Dallas

Surf’s Up In McKinney As $200 Million Cannon Beach Resort Breaks Ground

AI Assisted Icon
Published on December 11, 2025
Surf’s Up In McKinney As $200 Million Cannon Beach Resort Breaks GroundSource: Google Street View

Surf is officially on the way to suburbia: Cannon Beach, a $200 million surf-and-adventure resort, is set to break ground in McKinney next Monday. The 35-acre complex is planned for the northeast corner of Stacy Road and SH-121 and will feature a surf lagoon, a sandy beach and a full-service resort hotel wrapped in entertainment and retail space.

Developer Cole Cannon is pitching the project as more than just a fancy pool day. In a release cited by CultureMap Dallas, he said Cannon Beach will bring “the intersection of lifestyle and adrenaline” to the city. The rollout frames the resort as a regional draw with water attractions, year-round programming and private event space.

What’s Included On Site

The plan pairs major water features with a full slate of family-friendly entertainment. According to project presentations and McKinney Community Development Corporation grant materials summarized by Community Impact, the resort is expected to include:

  • A surf lagoon connected to a sandy beach
  • A lazy river
  • A deep cliff-diving pool
  • A stationary surf wave
  • Cabanas and on-site food service
  • Indoor attractions such as a movie theater, skate park, bowling alley and a health club

Developer materials also call for office and retail space aimed at capturing both visitor spending and everyday business activity, turning the resort into a mixed-use campus rather than a single-purpose water park.

Size And Schedule

The project covers roughly 35 acres and has been described as about a $200 million investment, according to earlier reporting from The Dallas Morning News. Reporting has not been perfectly in sync on lagoon size: some early descriptions put it at about four acres, while more recent developer materials list a roughly three-acre lagoon. Officially, everyone involved says the first phase could open after the initial buildout is complete.

The project announcement states that development agreements were executed in May 2025 and include infrastructure assistance, tax reimbursements and land acquisition support, according to CultureMap Dallas.

Public Money And The City’s Role

City entities are already on the hook financially. The McKinney Community Development Corporation has approved a $4 million project grant to help pay for site infrastructure, according to Community Impact. City and developer materials outline potential incentives and additional infrastructure assistance tied to performance metrics the city uses to calculate net benefit.

“This groundbreaking marks an important moment for our city’s future,” McKinney Mayor Bill Cox said in the project announcement, signaling city hall’s bet that Cannon Beach will pay off in tourism and tax revenue.
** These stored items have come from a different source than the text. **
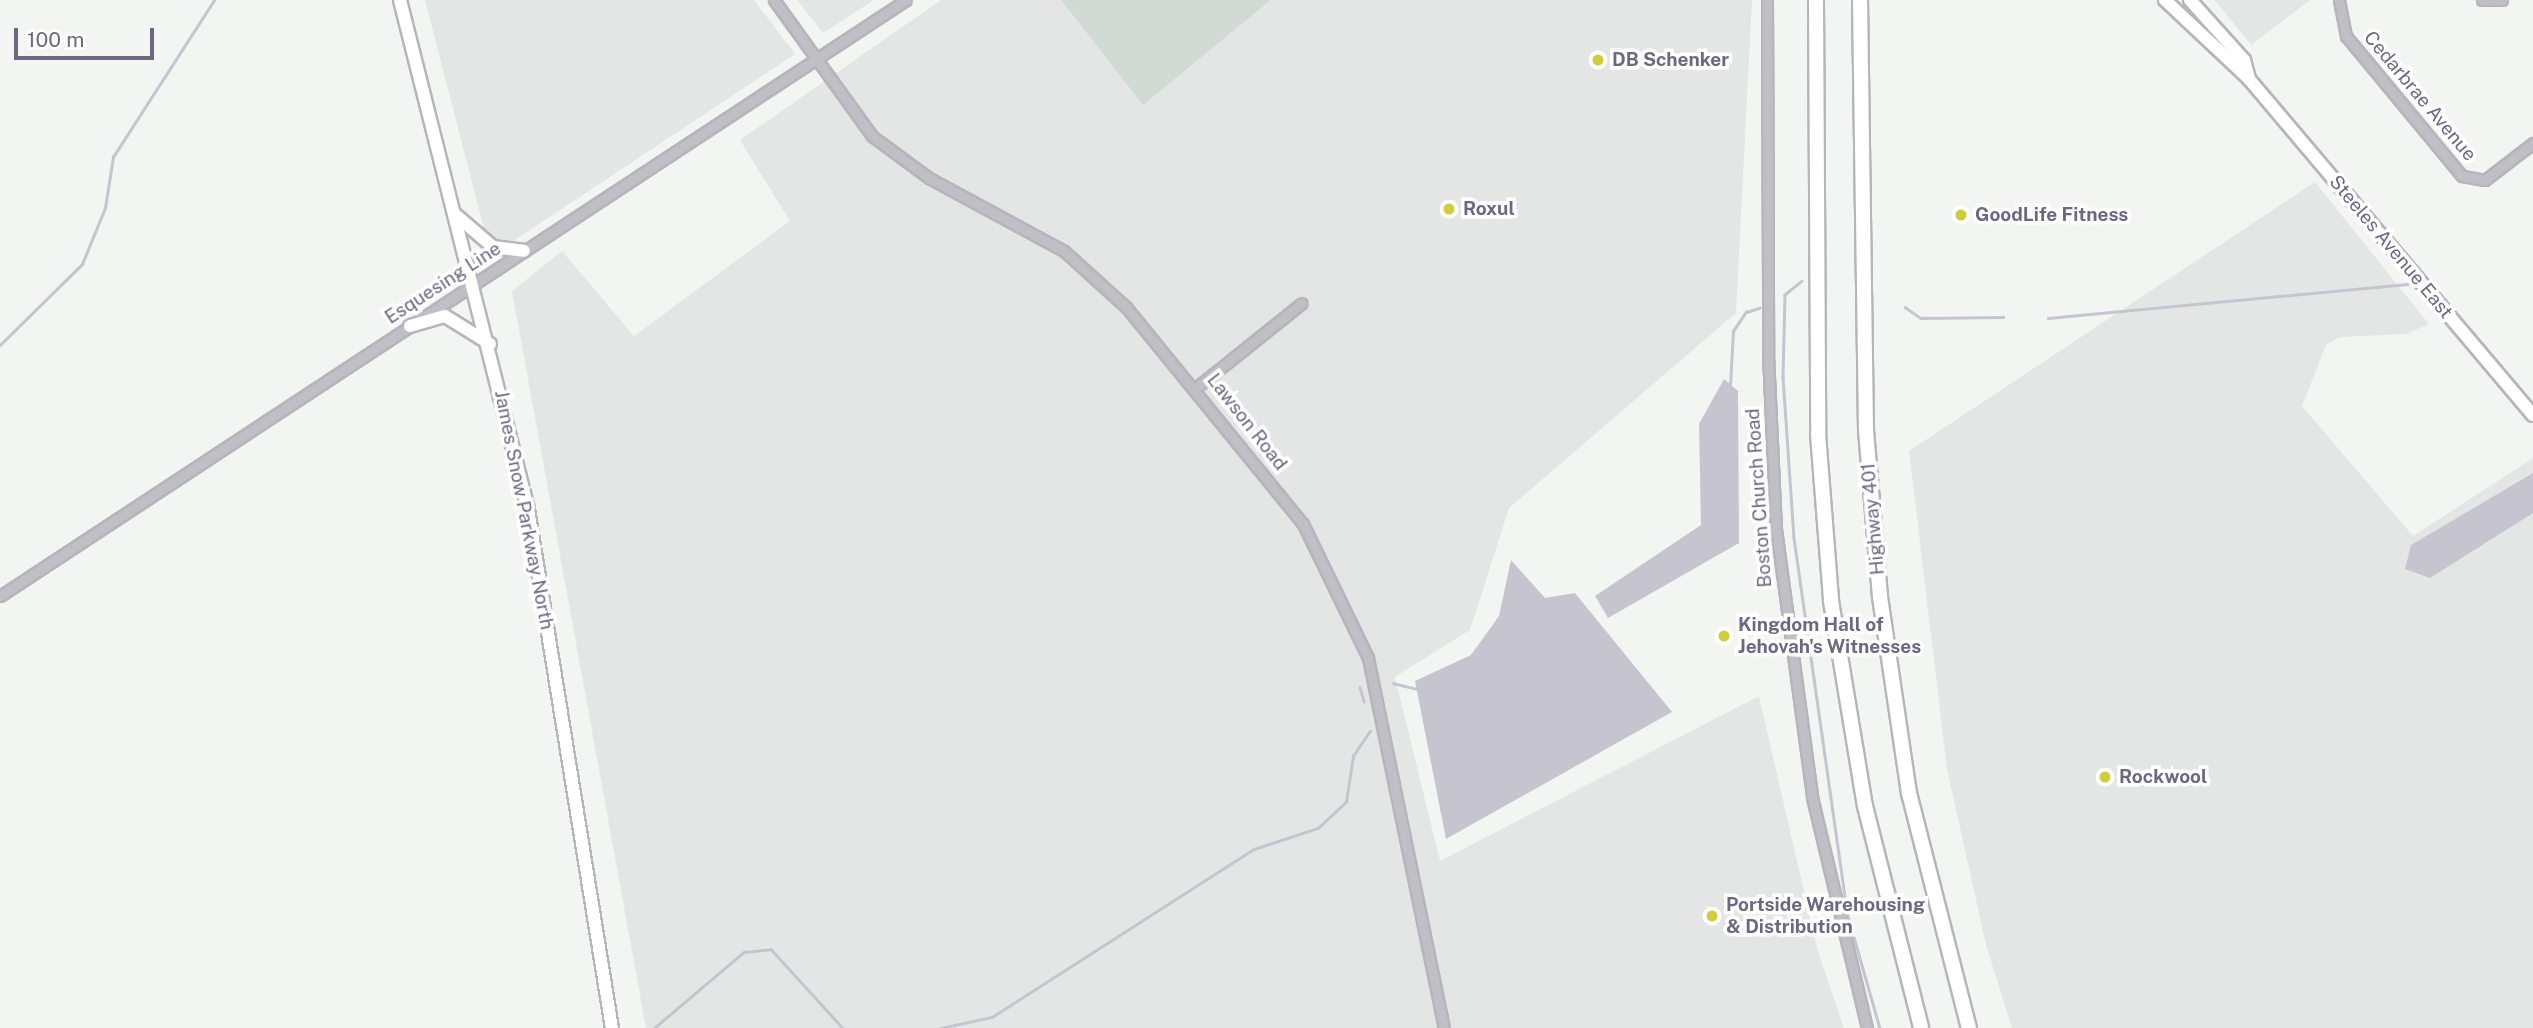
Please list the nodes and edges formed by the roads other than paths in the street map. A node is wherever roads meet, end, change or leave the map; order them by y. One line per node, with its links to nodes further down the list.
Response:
1 (400, 0): 15 (main road, James Snow Parkway North)
2 (774, 0): 12 (street, Lawson Road)
3 (906, 0): 12 (street, Esquesing Line)
4 (1767, 0): 26 (street, Boston Church Road)
5 (1816, 0): 27 (highway)
6 (1860, 0): 28 (highway, Highway 401)
7 (2165, 0): 13 (main road, Steeles Avenue East)
8 (2190, 0): 13 (main road, Steeles Avenue East)
9 (2339, 0): 14 (street, Cedarbrae Avenue)
10 (2482, 0): 11 (street)
11 (2502, 0)
12 (817, 58): 16 (street, Esquesing Line); 21 (street, Lawson Road)
13 (2249, 79): 22 (main road, Steeles Avenue East)
14 (2533, 142)
15 (455, 214): 16 (main road); 17 (main road, James Snow Parkway North)
16 (524, 251): 17 (street, Esquesing Line)
17 (474, 284): 19 (street, Esquesing Line); 20 (main road, James Snow Parkway North)
18 (1302, 303): 21 (street)
19 (410, 326): 20 (main road); 23 (street, Esquesing Line)
20 (490, 344): 24 (main road, James Snow Parkway North)
21 (1197, 387): 25 (street, Lawson Road)
22 (2533, 415)
23 (0, 596)
24 (612, 1028)
25 (1444, 1028)
26 (1867, 1028)
27 (1921, 1028)
28 (1969, 1028)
How It Fits In North Texas

Cannon Beach is part of a small wave of inland surf destinations popping up around the country. The Cannon Development Group opened a similar mixed-use site in Mesa, Arizona, late last year, according to reporting by The Real Deal.

McKinney officials argue that the blend of attractions, event space and office square footage is designed to generate hotel stays and retail spending across the city, rather than act as a strictly seasonal amenity. Planners say the goal is a blended leisure-and-business model that brings in visitor traffic while also supporting local jobs.

Next Steps

The ceremonial groundbreaking is set for next Monday, with the developer saying the first phase could be ready by mid-2027, according to the project’s release and regional coverage. Residents and nearby businesses can track upcoming city and MEDC agendas for site-plan approvals, incentive agreements and construction permits as the project moves from photo-op to actual dirt work.